U.K. Labor Market Cools as Growth Slows, Brexit Vote Looms

  • Employment growth slows, jobless rate remains at 5.1%
  • Job vacancies fall for the first time since mid-2015

Are Brexit Jitters Weighing Down on U.K. Data?

The U.K. jobs market showed signs of cooling in the first quarter as Britain prepares for an increasingly bitter referendum on its European Union membership.

The number of people in work rose by 44,000, less than a quarter of the gain seen at the end of 2015, the Office for National Statistics in London said on Wednesday. Unemployment fell 2,000, leaving the jobless rate at a decade-low 5.1 percent, as forecast by economists. The employment rate edged up to 74.2 percent.

There were also few signs of wage pressure. Annual pay growth excluding bonuses slowed to 2.1 percent from 2.2 percent in the three months through February. Total pay inflation edged up to 2 percent from 1.9 percent.
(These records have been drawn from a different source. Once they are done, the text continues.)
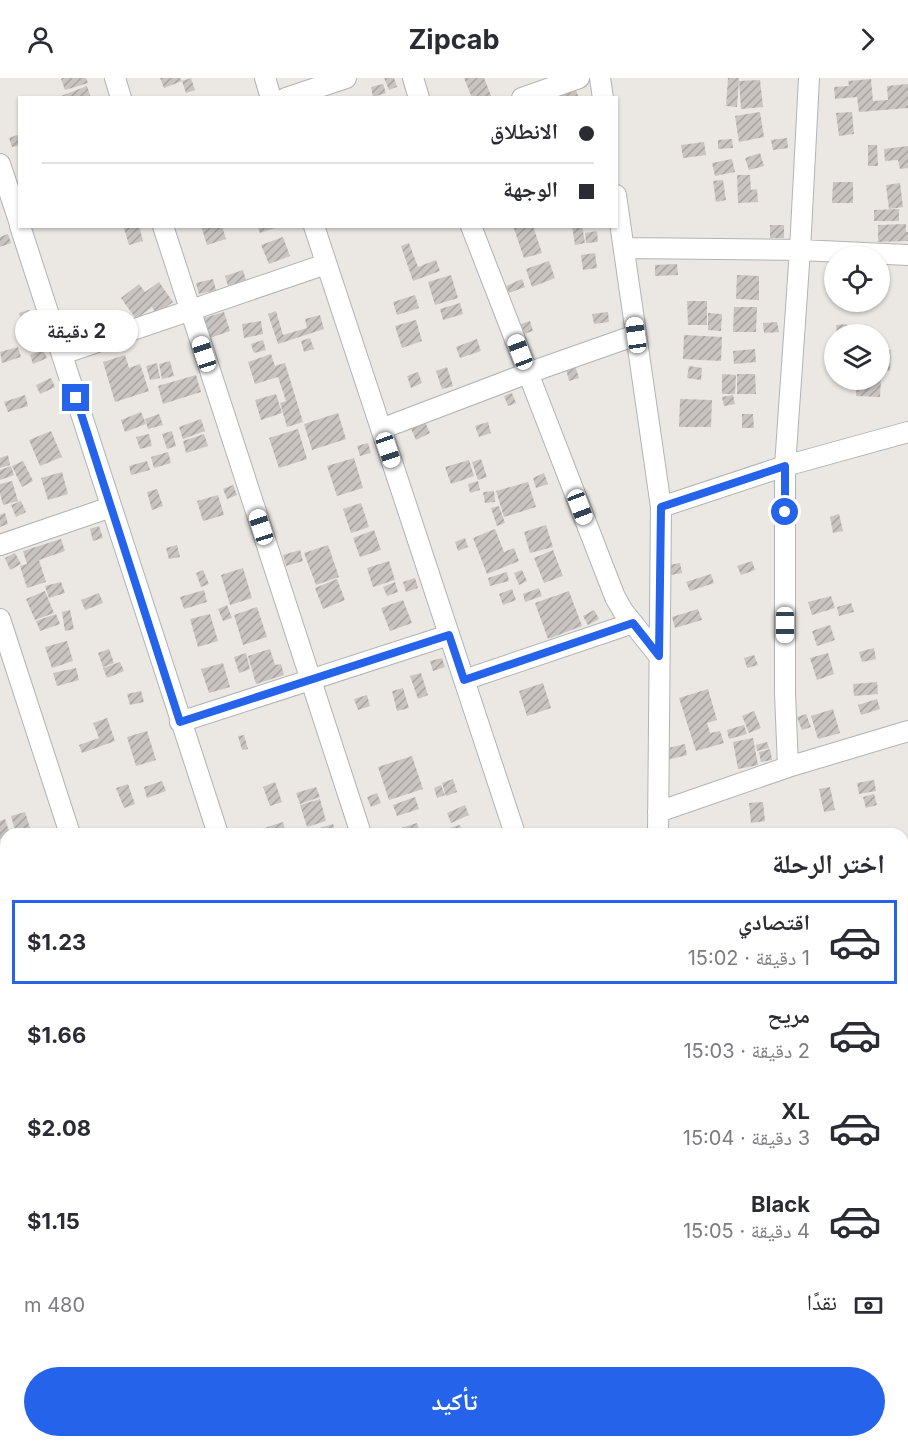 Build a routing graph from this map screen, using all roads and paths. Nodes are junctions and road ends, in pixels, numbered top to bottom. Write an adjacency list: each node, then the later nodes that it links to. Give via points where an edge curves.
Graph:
1 (115, 78): 8 (street)
2 (265, 78): 9 (street)
3 (346, 78): 10 (street)
4 (413, 78): 11 (street)
5 (579, 78): 12 (street)
6 (600, 78): 13 (street)
7 (808, 78): 22 (street)
8 (120, 96)
9 (271, 96)
10 (292, 96)
11 (418, 96)
12 (528, 96)
13 (603, 96)
14 (1, 171): 15 (street)
15 (16, 202)
16 (618, 207): 21 (street)
17 (21, 228): 27 (street)
18 (164, 228): 25 (street)
19 (315, 228): 24 (street)
20 (472, 228): 28 (street)
21 (625, 248): 22 (street); 26 (street)
22 (800, 250): 23 (street); 31 (street)
23 (908, 255)
24 (326, 264): 25 (street); 29 (street)
25 (190, 310): 27 (street); 39 (street)
26 (636, 335): 28 (street); 33 (street)
27 (62, 354): 32 (street)
28 (528, 373): 29 (street); 36 (street, via 615,597)
29 (381, 429): 37 (street)
30 (908, 432): 31 (street)
31 (785, 466): 33 (street); 43 (street)
32 (111, 507): 34 (street); 41 (street)
33 (661, 507): 38 (street)
34 (0, 544)
35 (0, 619): 45 (street)
36 (633, 623): 38 (street); 40 (street)
37 (449, 635): 39 (street); 40 (street)
38 (659, 656): 44 (street)
39 (311, 680): 41 (street); 47 (street)
40 (464, 680): 48 (street)
41 (180, 722): 46 (street)
42 (908, 731): 43 (street)
43 (788, 767): 44 (street)
44 (658, 812): 49 (street)
45 (68, 828)
46 (216, 828)
47 (359, 828)
48 (513, 828)
49 (658, 828) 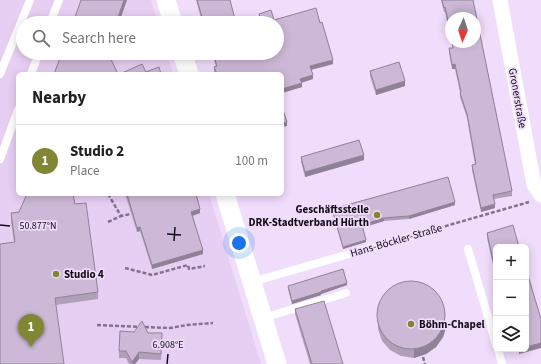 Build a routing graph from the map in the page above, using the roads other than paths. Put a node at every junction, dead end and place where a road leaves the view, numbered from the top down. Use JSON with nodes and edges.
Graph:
{"nodes":[{"id":1,"x":30,"y":0,"type":"edge"},
{"id":2,"x":59,"y":0,"type":"edge"},
{"id":3,"x":166,"y":0,"type":"edge"},
{"id":4,"x":500,"y":0,"type":"edge"},
{"id":5,"x":24,"y":16,"type":"edge"},
{"id":6,"x":53,"y":16,"type":"edge"},
{"id":7,"x":171,"y":16,"type":"edge"},
{"id":8,"x":16,"y":35,"type":"edge"},
{"id":9,"x":36,"y":60,"type":"edge"},
{"id":10,"x":184,"y":60,"type":"edge"},
{"id":11,"x":32,"y":72,"type":"edge"},
{"id":12,"x":187,"y":72,"type":"edge"},
{"id":13,"x":0,"y":74,"type":"edge"},
{"id":14,"x":16,"y":115,"type":"edge"},
{"id":15,"x":0,"y":159,"type":"edge"},
{"id":16,"x":226,"y":196,"type":"edge"},
{"id":17,"x":537,"y":198,"type":"edge"},
{"id":18,"x":429,"y":231,"type":"road end"},
{"id":19,"x":468,"y":249,"type":"dead end"},
{"id":20,"x":252,"y":282,"type":"junction"},
{"id":21,"x":346,"y":293,"type":"dead end"},
{"id":22,"x":262,"y":318,"type":"junction"},
{"id":23,"x":493,"y":334,"type":"edge"},
{"id":24,"x":499,"y":352,"type":"edge"},
{"id":25,"x":276,"y":364,"type":"edge"},
{"id":26,"x":502,"y":364,"type":"edge"}],
"edges":[{"from":1,"to":5,"type":"lane"},
{"from":2,"to":6,"type":"lane"},
{"from":3,"to":7,"type":"street"},
{"from":4,"to":17,"type":"street","name":"Gronerstraße"},
{"from":8,"to":13,"type":"lane"},
{"from":9,"to":11,"type":"lane"},
{"from":10,"to":12,"type":"street"},
{"from":14,"to":15,"type":"lane"},
{"from":16,"to":20,"type":"street"},
{"from":18,"to":20,"type":"lane","name":"Hans-Böckler-Straße"},
{"from":19,"to":23,"type":"lane"},
{"from":20,"to":22,"type":"street"},
{"from":21,"to":22,"type":"lane"},
{"from":22,"to":25,"type":"street"},
{"from":24,"to":26,"type":"lane"}]}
The report adds to signs that firms are putting hiring and investment on hold as polls suggest the June 23 Brexit vote could be close. Job vacancies fell 18,000 to 745,000 in the three months through April, the first decline since the second quarter of last year. Economic growth slowed in the first quarter and recent surveys point to a further loss of momentum. ONS statistician Chris Freeman said there is evidence that the jobs market “could be cooling off.”

Global Slowdown

Even without the referendum, the labor market might have struggled to maintain the performance seen in the last three months of 2015, when employers added almost 200,000 people. Slowing global expansion took its toll on manufacturers in the first quarter. At the same time, labor shortages and a new higher minimum wage in April mean firms may now be looking to boost efficiency rather than staffing levels.

The Bank of England said in a monthly report on Wednesday that there’s “some evidence of businesses delaying investment expenditure decisions” because of EU vote uncertainty.

“The momentum of job creation has eased in recent months and we still haven’t seen lift-off for wages,” said Ian Stewart, chief economist at Deloitte. “‘Real wage growth has slowed in the last year, a development that represents a real risk to the consumer-led recovery.”

The increase in employment in the first quarter was just sufficient to absorb an extra 42,000 economically active people and the number of unemployed dipped as a result. Jobless benefits, a narrower measure of unemployment, fell 2,400 in April and the jobless-claims rate remained at 2.1 percent.

With inflation still far below the BOE’s 2 percent target, policy makers are expected to keep the key rate at 0.5 percent until early 2017, the median forecast in a Bloomberg survey shows.

Much will depend on the outcome of the referendum and on whether an anticipated pickup in wages is matched by productivity growth, which has been puzzlingly weak since the financial crisis.